The first collection of Shakespeare’s plays, the First Folio was entered on the Stationers’ Register in London on November 8, 1623 thanks to two of the playwright’s devoted friends, seven years after his death in Stratford.
Their publication of 36 plays ensured the survival of 18 works that had never been published before - including Macbeth, Antony and Cleopatra, Twelfth Night and Julius Caesar.
Just before leaving the culture brief, Ms Frazer’s predecessor Nadine Dorries tweeted a photoshopped picture from a film adaptation of Julius Caesar, depicting Mr Sunak as Brutus, about to plunge a knife into the back of Caesar/Boris Johnson.
Ms Dorries was roundly condemned for the imagery, coming after MPs Sir David Amess and Jo Cox were stabbed to death. But she has refused to drop the line of attack, returning to the fray with a new book called “The Plot: The Political Assassination of Boris Johnson”.
Shakespeare’s Roman play remains a totemic work for students of both ancient history and power politics. It contains one line with tragic resonance given Russia’s invasion of Ukraine and Israel’s conflict against Hamas: “Cry 'Havoc!' and let slip the dogs of war."
At least his downfall has given Mr Johnson more time to work on a long-promised Shakespeare biography, which he was first commissioned to write in 2015.
Dominic Cummings - arguably Mr Johnson’s very own Iago - alleged last week at the Covid inquiry that his former boss “wanted to work on his Shakespeare book” in February 2020 instead of working on the looming Covid pandemic. Friends of the former PM have hotly denied that.

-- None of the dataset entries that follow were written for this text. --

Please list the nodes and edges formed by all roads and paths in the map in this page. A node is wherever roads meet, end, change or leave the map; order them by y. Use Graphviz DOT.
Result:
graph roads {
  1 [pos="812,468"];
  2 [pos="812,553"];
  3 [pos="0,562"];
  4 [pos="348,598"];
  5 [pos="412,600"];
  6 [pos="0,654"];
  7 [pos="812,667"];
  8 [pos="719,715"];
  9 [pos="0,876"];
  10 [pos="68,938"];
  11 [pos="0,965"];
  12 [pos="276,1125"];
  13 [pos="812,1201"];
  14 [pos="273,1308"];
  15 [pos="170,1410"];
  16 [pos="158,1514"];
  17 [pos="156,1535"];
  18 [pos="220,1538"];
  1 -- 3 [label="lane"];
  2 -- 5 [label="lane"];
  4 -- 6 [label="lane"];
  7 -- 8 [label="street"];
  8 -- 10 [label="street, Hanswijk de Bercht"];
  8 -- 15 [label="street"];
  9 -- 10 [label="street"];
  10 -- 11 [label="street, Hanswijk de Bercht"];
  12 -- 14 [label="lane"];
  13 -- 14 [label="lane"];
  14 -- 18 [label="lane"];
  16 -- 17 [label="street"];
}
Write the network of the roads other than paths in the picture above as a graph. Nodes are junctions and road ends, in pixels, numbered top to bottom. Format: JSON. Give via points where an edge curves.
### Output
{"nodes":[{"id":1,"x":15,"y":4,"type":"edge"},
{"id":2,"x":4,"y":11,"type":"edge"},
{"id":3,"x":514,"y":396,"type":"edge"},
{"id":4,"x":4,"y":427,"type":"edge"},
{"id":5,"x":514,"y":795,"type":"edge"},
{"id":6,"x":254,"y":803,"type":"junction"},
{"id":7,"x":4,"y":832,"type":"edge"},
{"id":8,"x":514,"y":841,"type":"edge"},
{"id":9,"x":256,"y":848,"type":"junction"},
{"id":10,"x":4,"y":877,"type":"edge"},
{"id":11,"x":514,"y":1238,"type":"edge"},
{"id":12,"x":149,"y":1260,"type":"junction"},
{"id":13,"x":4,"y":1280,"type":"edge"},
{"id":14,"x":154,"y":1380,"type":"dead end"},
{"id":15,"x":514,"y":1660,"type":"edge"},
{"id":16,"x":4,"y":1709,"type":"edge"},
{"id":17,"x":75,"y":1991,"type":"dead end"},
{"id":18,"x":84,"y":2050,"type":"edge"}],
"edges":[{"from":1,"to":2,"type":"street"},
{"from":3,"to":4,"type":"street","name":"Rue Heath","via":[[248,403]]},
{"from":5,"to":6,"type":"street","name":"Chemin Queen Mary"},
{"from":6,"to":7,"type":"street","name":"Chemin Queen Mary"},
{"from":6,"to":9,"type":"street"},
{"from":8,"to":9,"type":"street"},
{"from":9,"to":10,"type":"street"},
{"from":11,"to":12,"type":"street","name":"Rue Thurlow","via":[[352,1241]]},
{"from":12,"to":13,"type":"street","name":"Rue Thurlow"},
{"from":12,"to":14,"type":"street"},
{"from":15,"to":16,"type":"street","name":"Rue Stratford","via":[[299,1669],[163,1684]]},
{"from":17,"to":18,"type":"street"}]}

In “Boris The Third”, Mr Johnson’s own life story was adapted for the stage at the Edinburgh Fringe, when he was depicted having failed to learn any of his lines for a school performance of Richard III.
As under the scheming Richard, some warn that the kingdom faces dangerous divisions if Johnson and his band, or Liz Truss, ever return.
If Richard III is a how-to guide for cynics on the political rise, King Lear remains the ultimate cautionary tale. Convinced early on that he is “a man more sinned against than sinning”, by the end the aged ruler is howling in the wind, tortured by grief as he realises his errors, too late.
Ahead of meeting on 650 constituency battlefields next year, Sir Keir Starmer and his Labour “band of brothers” (and sisters) are hoping to consign Mr Sunak and the Tories to the electoral winds.